══ Given data

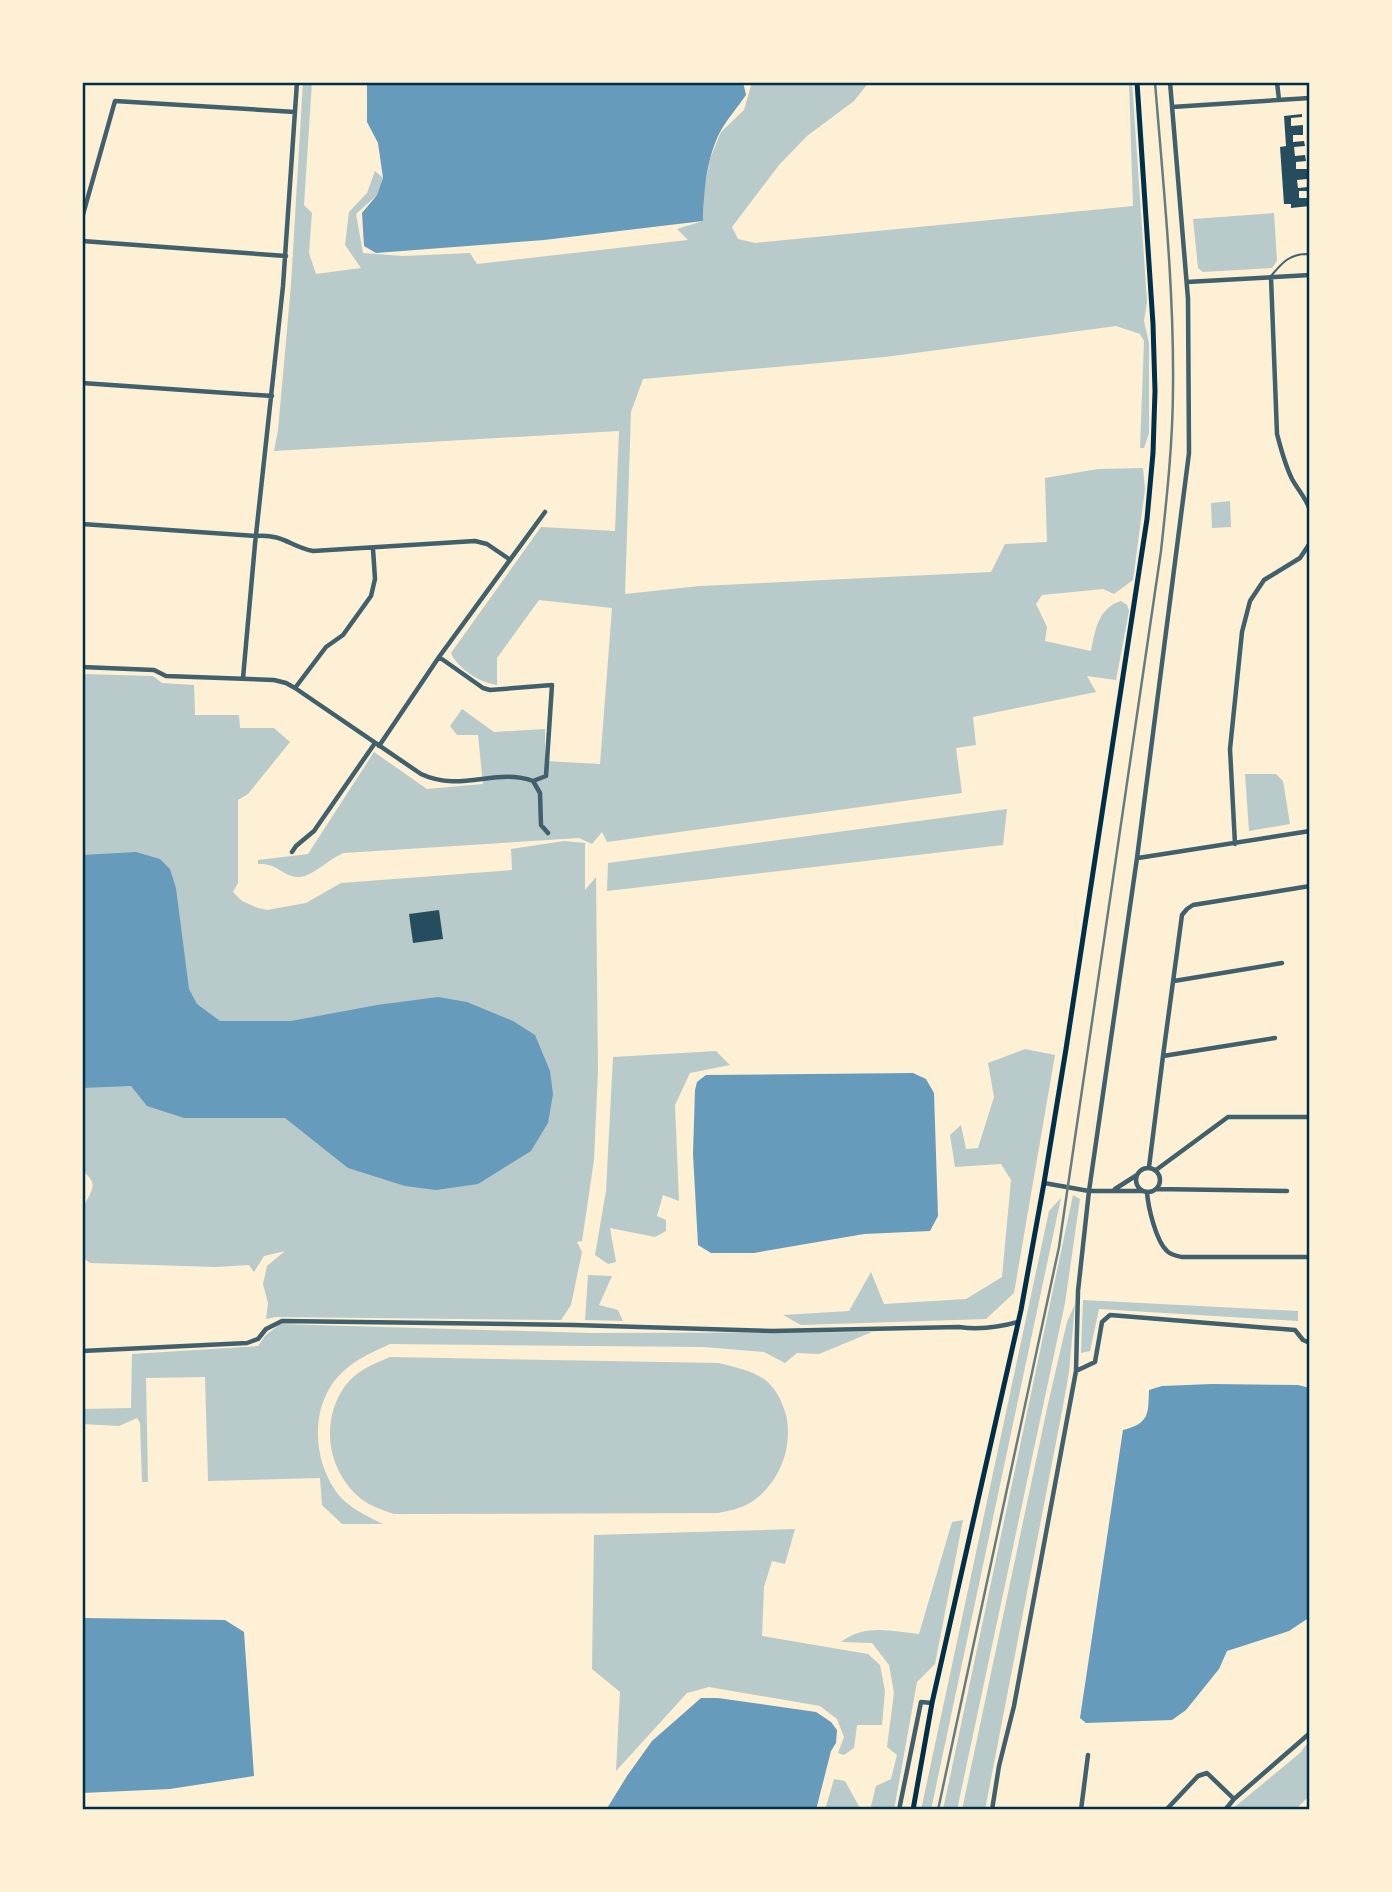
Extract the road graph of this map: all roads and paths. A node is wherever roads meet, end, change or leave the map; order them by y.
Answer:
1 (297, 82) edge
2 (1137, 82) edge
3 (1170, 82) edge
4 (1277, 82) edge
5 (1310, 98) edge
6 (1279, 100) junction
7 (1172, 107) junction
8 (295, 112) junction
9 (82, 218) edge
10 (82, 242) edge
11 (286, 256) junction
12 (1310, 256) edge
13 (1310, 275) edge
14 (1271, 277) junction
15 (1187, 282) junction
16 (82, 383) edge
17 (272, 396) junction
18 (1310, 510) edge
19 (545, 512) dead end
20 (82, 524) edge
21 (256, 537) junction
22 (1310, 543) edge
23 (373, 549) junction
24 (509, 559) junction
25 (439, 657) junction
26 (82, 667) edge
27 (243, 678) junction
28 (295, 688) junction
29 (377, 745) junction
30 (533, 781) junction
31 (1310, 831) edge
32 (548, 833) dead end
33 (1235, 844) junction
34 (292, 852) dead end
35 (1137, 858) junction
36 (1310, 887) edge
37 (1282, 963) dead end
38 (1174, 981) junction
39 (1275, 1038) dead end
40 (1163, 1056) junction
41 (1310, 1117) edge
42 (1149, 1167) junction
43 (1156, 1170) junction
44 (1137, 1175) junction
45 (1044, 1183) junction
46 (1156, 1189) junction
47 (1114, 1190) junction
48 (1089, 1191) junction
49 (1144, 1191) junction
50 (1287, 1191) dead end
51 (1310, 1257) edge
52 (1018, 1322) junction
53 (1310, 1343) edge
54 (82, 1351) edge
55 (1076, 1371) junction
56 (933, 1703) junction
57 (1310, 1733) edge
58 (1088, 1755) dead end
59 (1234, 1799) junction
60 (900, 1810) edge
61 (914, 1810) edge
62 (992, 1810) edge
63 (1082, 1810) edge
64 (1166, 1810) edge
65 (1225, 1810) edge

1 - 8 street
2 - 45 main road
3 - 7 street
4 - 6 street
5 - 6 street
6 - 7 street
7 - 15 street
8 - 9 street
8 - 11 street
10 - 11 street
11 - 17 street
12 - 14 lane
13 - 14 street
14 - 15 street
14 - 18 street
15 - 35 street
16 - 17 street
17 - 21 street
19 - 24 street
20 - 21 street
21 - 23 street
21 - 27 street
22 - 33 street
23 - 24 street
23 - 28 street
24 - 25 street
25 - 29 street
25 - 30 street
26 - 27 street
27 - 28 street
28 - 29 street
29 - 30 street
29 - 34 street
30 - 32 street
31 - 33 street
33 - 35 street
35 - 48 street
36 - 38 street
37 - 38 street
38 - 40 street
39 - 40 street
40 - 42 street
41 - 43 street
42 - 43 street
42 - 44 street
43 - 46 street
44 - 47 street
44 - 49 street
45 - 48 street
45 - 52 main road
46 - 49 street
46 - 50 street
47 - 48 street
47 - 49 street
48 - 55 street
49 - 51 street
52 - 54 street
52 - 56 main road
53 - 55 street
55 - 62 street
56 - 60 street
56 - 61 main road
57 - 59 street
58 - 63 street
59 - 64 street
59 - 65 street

════
══ Given data

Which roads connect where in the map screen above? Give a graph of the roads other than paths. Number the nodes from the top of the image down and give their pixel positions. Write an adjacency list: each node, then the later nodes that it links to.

════

**Exercise aim:** Go through the material above and report each line containing "roads".

**Exercise output:**
Extract the road graph of this map: all roads and paths. A node is wherever roads meet, end, change or leave the map; order them by y.
Which roads connect where in the map screen above? Give a graph of the roads other than paths. Number the nodes from the top of the image down and give their pixel positions. Write an adjacency list: each node, then the later nodes that it links to.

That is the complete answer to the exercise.